Search the entries for the word "than" and copy each line that has it.

------ DATA

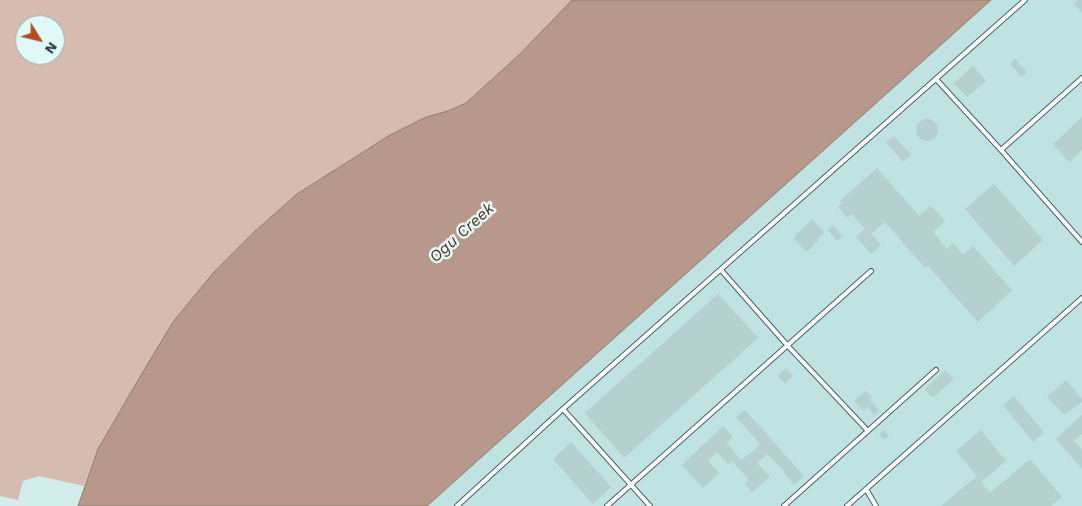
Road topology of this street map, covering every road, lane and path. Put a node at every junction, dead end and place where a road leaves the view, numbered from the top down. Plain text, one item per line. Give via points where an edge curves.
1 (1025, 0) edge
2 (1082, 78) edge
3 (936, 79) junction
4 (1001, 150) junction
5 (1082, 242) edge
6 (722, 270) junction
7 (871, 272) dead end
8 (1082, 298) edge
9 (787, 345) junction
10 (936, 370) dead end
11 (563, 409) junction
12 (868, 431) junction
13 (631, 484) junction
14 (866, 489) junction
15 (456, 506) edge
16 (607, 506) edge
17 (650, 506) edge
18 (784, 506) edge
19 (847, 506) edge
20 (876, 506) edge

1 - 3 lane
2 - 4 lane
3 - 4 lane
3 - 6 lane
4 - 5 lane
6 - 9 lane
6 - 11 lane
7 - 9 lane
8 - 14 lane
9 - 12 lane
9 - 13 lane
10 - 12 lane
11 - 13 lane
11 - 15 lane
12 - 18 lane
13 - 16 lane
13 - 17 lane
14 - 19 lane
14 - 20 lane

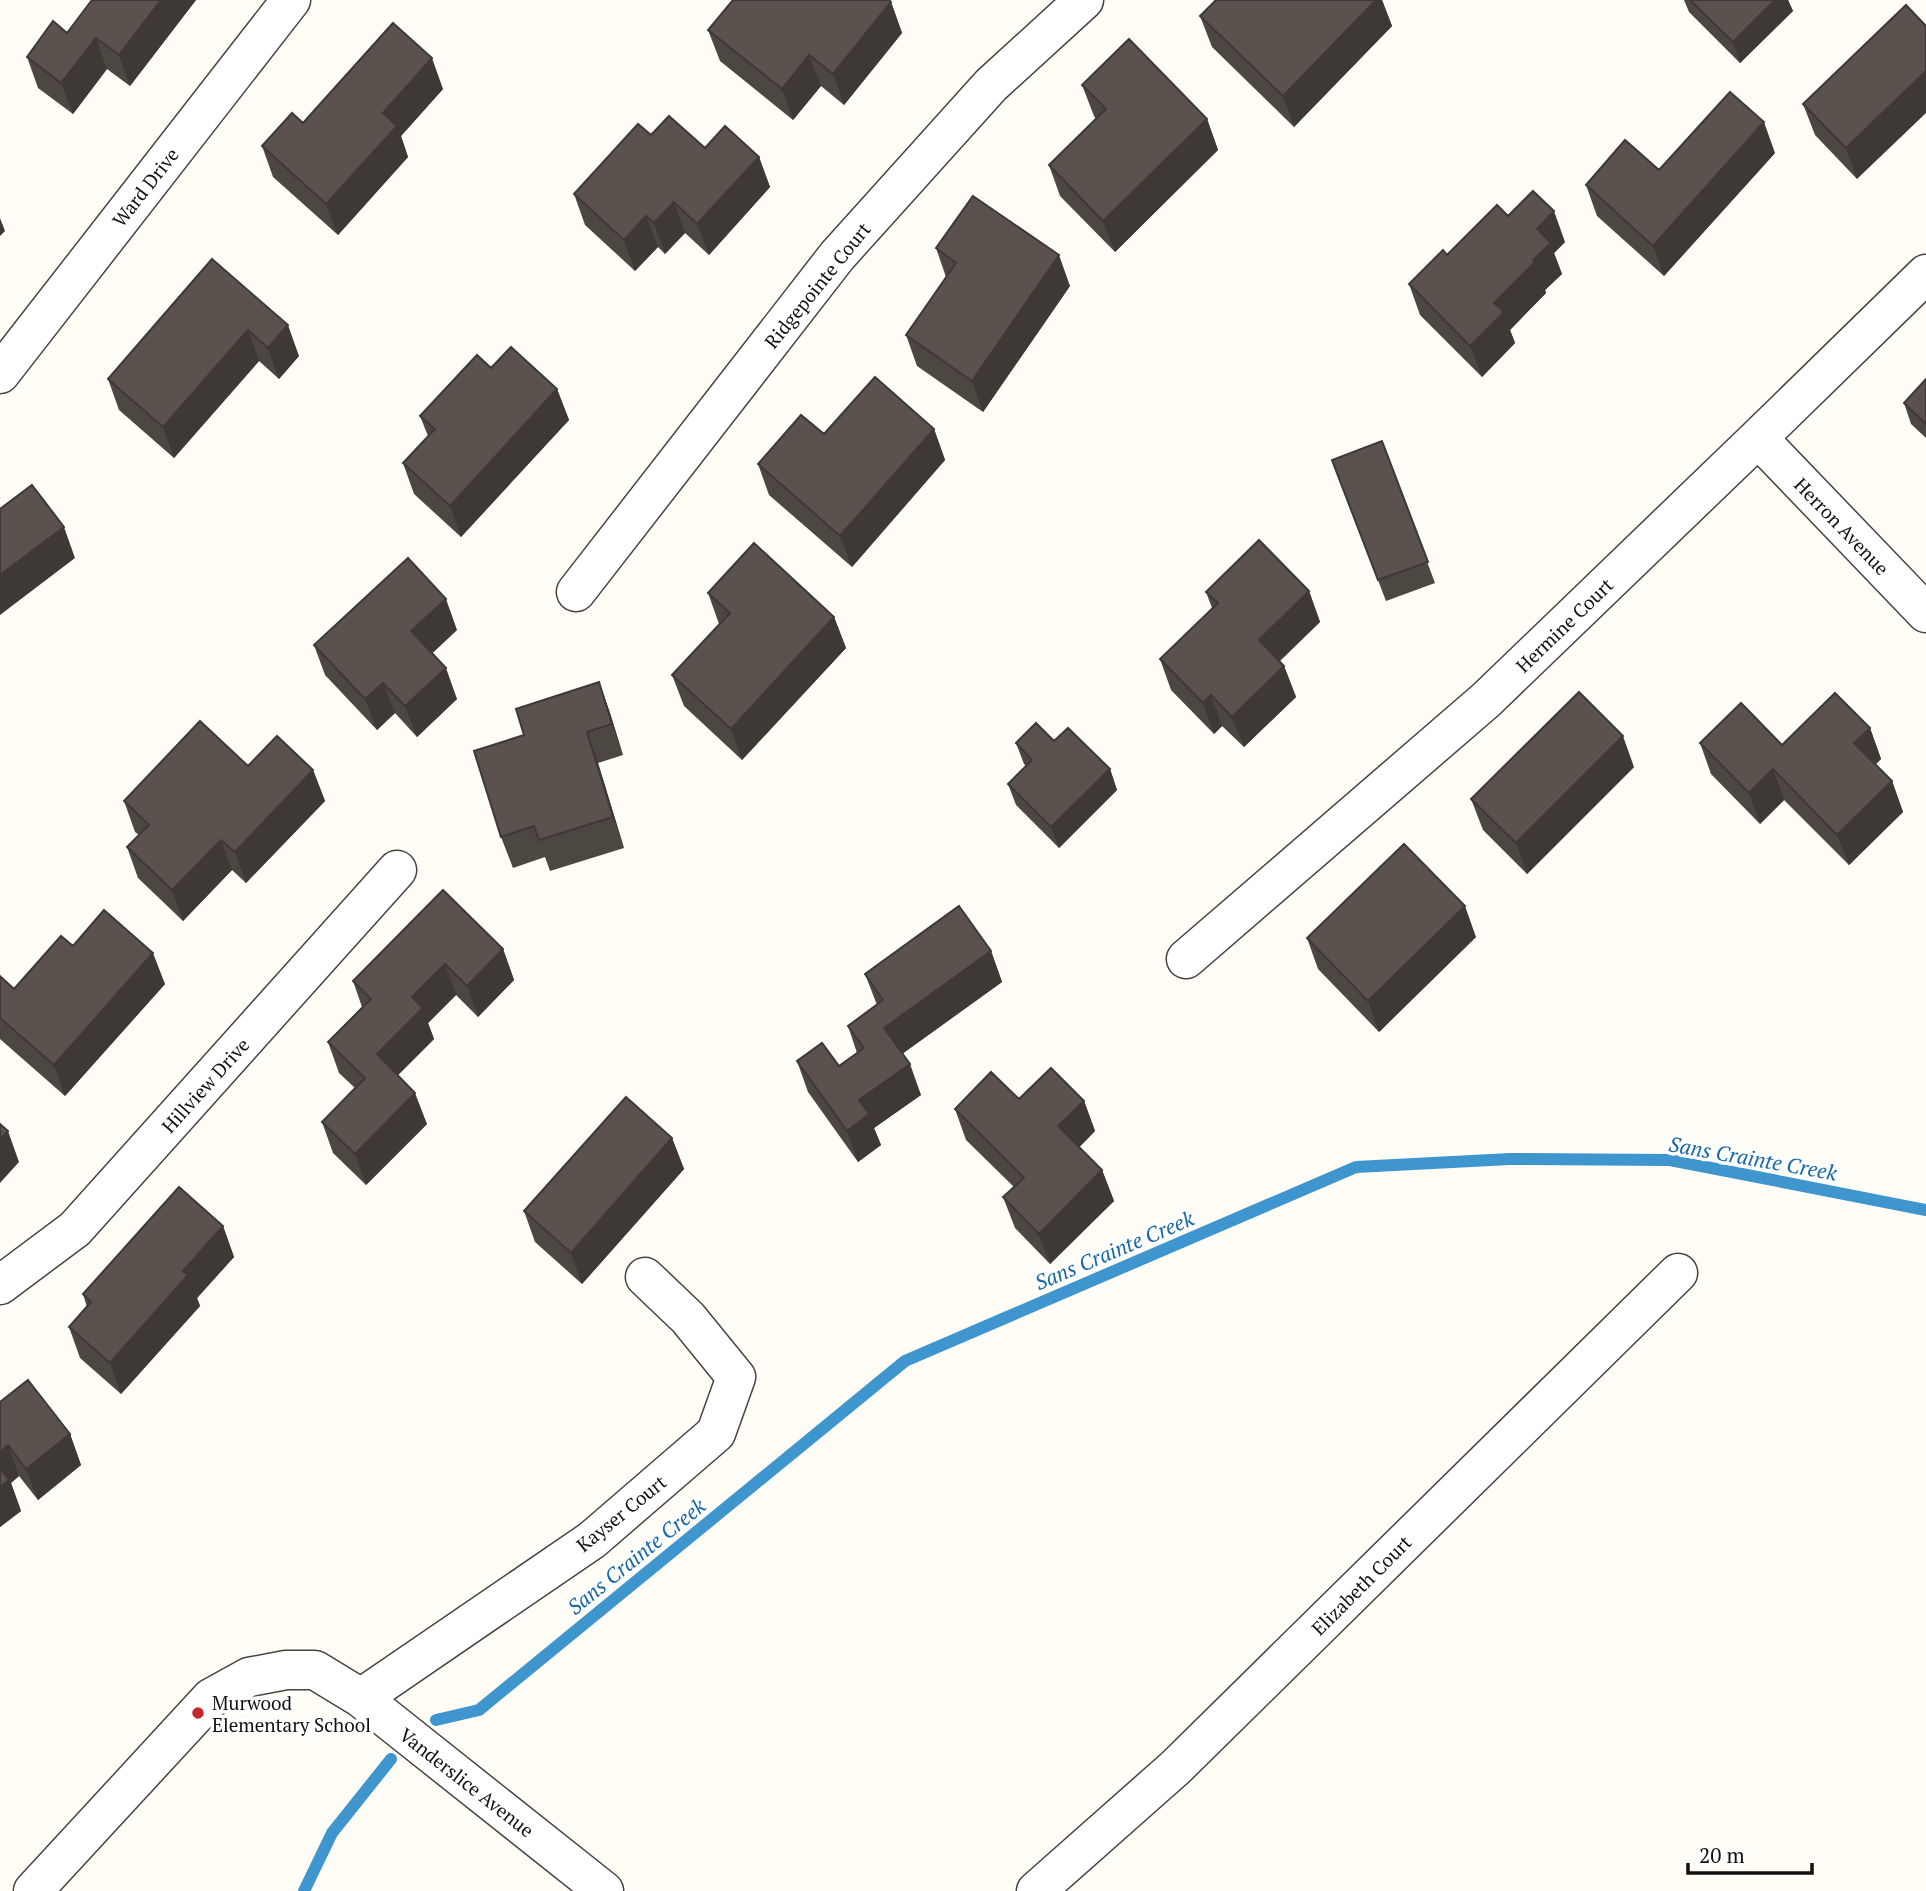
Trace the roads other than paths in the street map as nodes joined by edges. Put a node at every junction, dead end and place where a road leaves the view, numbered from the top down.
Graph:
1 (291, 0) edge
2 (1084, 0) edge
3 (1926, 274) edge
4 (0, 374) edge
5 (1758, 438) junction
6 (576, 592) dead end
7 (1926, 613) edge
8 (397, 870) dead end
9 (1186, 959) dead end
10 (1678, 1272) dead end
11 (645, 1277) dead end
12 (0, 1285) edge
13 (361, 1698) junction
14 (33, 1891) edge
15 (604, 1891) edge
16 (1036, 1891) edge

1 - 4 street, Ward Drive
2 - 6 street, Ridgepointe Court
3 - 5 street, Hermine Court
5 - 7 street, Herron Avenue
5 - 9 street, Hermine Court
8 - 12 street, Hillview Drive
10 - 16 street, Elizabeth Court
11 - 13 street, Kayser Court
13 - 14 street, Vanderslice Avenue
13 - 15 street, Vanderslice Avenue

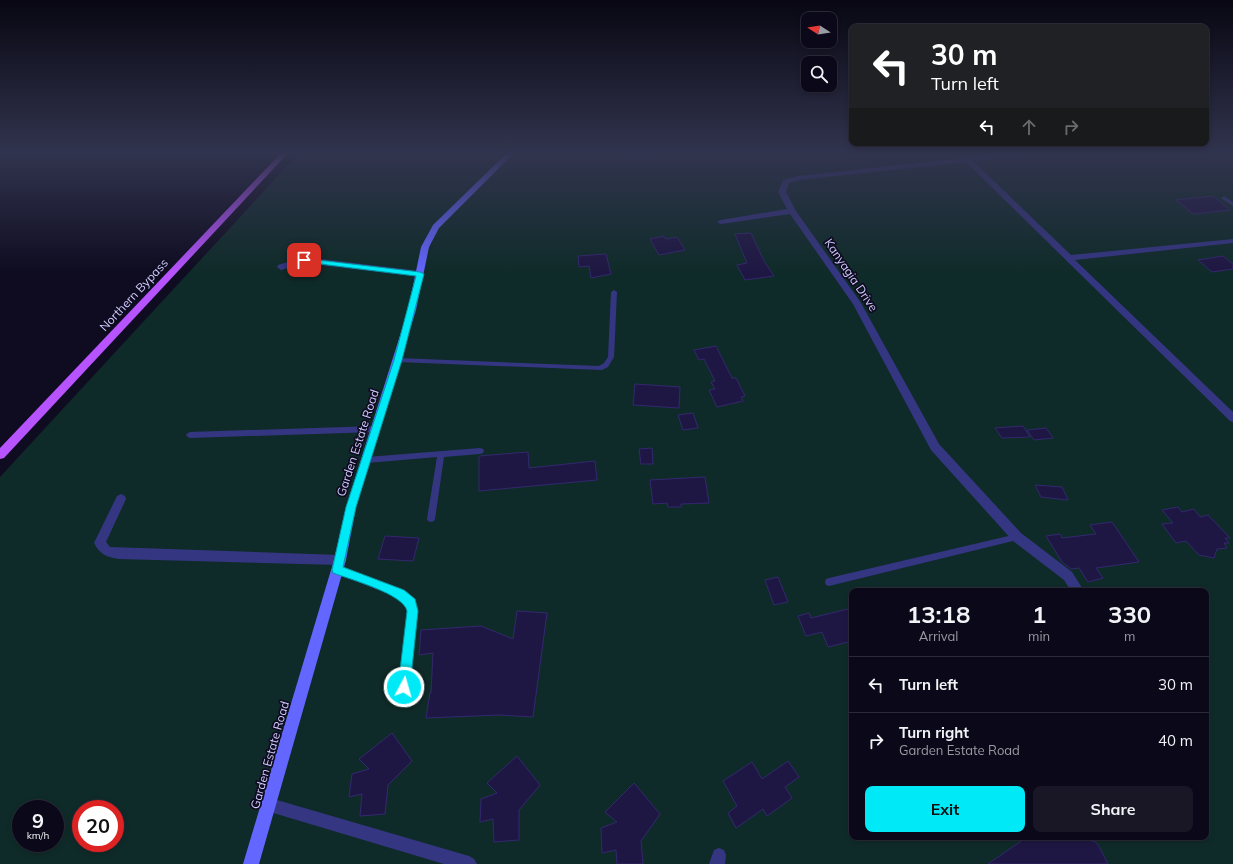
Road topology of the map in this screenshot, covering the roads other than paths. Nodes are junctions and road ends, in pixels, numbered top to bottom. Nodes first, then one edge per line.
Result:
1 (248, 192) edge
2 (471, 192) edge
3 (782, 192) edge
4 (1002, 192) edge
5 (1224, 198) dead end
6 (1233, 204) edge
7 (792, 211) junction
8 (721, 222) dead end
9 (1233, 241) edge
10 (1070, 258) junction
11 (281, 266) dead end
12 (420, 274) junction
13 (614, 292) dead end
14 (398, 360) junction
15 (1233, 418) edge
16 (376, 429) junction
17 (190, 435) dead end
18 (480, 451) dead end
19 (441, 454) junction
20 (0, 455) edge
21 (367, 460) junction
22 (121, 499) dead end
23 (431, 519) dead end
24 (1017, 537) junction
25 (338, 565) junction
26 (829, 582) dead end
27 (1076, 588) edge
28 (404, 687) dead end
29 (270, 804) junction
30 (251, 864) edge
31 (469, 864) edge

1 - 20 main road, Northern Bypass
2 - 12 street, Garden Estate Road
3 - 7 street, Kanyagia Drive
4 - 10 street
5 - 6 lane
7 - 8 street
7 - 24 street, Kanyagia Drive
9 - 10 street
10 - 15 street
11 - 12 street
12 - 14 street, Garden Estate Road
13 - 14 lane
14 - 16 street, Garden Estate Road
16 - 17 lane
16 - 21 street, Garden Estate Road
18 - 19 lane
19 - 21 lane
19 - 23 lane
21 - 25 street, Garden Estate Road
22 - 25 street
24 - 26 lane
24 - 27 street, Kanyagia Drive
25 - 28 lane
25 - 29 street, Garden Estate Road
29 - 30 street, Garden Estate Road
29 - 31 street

------------

## TASK RESPONSE
Trace the roads other than paths in the street map as nodes joined by edges. Put a node at every junction, dead end and place where a road leaves the view, numbered from the top down.
Road topology of the map in this screenshot, covering the roads other than paths. Nodes are junctions and road ends, in pixels, numbered top to bottom. Nodes first, then one edge per line.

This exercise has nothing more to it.